- Task to carry out: Below are the records; copy each line in them that holds the word "every".

- Given entries:
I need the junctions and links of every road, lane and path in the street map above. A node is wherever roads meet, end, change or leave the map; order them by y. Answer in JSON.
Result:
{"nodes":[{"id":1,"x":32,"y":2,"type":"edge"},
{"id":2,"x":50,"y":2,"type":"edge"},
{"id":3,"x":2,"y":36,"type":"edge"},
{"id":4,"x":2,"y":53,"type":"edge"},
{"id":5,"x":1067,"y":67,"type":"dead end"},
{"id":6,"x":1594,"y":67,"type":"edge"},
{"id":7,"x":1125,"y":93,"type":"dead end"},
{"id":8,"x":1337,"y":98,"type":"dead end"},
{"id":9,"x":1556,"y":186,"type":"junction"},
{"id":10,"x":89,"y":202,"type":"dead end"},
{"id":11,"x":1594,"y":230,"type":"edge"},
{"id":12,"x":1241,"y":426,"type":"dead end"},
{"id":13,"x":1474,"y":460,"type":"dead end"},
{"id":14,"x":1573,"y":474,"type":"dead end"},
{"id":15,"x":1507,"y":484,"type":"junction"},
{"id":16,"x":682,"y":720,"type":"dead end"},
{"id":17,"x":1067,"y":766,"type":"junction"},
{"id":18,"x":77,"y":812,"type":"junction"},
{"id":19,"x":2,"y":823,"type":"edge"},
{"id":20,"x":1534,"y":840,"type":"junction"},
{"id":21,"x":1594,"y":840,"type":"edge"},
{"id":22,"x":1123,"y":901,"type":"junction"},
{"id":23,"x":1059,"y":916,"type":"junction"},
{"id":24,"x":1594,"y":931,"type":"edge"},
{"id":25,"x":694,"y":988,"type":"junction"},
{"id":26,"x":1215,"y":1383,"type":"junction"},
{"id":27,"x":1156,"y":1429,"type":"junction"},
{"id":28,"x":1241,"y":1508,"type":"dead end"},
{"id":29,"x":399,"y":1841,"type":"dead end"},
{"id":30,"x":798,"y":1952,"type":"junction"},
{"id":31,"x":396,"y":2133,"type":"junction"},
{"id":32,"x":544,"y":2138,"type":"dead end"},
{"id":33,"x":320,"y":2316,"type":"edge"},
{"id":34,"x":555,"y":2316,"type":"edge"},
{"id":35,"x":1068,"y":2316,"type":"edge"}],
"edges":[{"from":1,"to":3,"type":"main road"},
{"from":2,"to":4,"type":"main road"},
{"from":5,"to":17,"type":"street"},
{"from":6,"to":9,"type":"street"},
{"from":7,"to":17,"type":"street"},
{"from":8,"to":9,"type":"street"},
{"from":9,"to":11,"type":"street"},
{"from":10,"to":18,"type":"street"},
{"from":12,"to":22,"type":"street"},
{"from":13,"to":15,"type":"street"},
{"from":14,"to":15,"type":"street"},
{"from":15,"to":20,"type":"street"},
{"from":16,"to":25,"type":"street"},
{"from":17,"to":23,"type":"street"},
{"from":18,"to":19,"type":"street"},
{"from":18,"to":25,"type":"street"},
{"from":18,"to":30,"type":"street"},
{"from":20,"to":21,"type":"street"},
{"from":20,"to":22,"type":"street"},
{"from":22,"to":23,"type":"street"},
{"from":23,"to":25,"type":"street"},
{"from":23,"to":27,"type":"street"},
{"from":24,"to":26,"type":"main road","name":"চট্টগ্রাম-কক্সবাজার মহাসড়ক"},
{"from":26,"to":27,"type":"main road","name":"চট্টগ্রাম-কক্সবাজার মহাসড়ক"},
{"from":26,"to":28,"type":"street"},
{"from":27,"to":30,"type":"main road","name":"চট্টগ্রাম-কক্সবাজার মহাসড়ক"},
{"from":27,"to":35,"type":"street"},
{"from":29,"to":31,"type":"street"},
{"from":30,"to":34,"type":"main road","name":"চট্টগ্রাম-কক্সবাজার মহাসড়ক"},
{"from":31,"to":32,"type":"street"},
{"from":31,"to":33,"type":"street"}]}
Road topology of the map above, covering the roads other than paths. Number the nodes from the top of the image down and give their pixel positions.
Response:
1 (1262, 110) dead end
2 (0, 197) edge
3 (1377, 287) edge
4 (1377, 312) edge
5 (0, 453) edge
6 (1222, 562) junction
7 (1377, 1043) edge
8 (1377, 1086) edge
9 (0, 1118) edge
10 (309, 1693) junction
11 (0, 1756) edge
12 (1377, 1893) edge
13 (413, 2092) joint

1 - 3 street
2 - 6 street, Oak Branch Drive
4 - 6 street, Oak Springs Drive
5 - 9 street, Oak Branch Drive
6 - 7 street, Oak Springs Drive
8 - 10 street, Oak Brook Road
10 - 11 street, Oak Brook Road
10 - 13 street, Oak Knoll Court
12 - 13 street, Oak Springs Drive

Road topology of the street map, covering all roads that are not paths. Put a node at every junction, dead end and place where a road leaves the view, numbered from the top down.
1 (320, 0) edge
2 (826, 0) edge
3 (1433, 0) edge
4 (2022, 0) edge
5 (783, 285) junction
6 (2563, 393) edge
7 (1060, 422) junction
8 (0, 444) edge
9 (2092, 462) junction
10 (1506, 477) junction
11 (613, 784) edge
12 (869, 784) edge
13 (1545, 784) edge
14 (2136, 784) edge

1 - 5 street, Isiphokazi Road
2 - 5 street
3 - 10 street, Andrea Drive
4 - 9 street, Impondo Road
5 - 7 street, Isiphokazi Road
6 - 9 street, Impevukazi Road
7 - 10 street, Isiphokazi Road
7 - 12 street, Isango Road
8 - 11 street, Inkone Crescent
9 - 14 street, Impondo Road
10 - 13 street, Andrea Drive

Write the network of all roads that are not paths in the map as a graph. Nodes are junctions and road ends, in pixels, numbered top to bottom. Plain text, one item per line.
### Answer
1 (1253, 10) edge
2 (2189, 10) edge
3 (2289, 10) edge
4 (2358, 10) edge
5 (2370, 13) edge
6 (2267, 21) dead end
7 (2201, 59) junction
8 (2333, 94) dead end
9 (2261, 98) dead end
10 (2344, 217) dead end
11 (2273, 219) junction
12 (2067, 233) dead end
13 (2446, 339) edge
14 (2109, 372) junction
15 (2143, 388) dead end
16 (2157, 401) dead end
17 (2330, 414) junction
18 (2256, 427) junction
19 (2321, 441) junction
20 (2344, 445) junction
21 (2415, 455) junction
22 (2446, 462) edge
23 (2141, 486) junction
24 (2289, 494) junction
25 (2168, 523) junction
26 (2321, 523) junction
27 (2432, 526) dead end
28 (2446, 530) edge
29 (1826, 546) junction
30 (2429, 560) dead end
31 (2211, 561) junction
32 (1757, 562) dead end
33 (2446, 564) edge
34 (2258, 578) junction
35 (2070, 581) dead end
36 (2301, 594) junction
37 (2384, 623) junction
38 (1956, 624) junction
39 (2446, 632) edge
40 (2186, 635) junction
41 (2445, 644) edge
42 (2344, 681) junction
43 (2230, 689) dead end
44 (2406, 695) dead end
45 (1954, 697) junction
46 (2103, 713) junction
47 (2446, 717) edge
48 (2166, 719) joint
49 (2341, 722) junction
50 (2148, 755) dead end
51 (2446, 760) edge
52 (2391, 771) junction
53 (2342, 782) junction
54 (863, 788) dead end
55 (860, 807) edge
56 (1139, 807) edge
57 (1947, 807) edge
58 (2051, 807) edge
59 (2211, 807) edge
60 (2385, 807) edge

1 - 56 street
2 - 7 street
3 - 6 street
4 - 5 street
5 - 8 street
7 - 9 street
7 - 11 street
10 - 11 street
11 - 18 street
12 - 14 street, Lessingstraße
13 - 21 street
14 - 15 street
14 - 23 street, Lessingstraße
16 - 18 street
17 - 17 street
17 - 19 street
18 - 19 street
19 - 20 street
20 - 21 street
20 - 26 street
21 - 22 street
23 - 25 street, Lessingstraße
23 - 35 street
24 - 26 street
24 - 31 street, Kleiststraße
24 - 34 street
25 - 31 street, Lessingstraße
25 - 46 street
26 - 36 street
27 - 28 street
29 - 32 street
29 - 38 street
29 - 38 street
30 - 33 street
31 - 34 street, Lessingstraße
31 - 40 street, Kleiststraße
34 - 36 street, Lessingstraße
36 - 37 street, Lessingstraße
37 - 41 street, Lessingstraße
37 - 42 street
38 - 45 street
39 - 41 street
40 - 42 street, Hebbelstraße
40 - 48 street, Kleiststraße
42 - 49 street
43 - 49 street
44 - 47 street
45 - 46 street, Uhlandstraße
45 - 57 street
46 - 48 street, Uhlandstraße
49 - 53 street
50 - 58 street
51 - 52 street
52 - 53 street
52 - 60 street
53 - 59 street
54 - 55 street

- Task response:
I need the junctions and links of every road, lane and path in the street map above. A node is wherever roads meet, end, change or leave the map; order them by y. Answer in JSON.
Road topology of the street map, covering all roads that are not paths. Put a node at every junction, dead end and place where a road leaves the view, numbered from the top down.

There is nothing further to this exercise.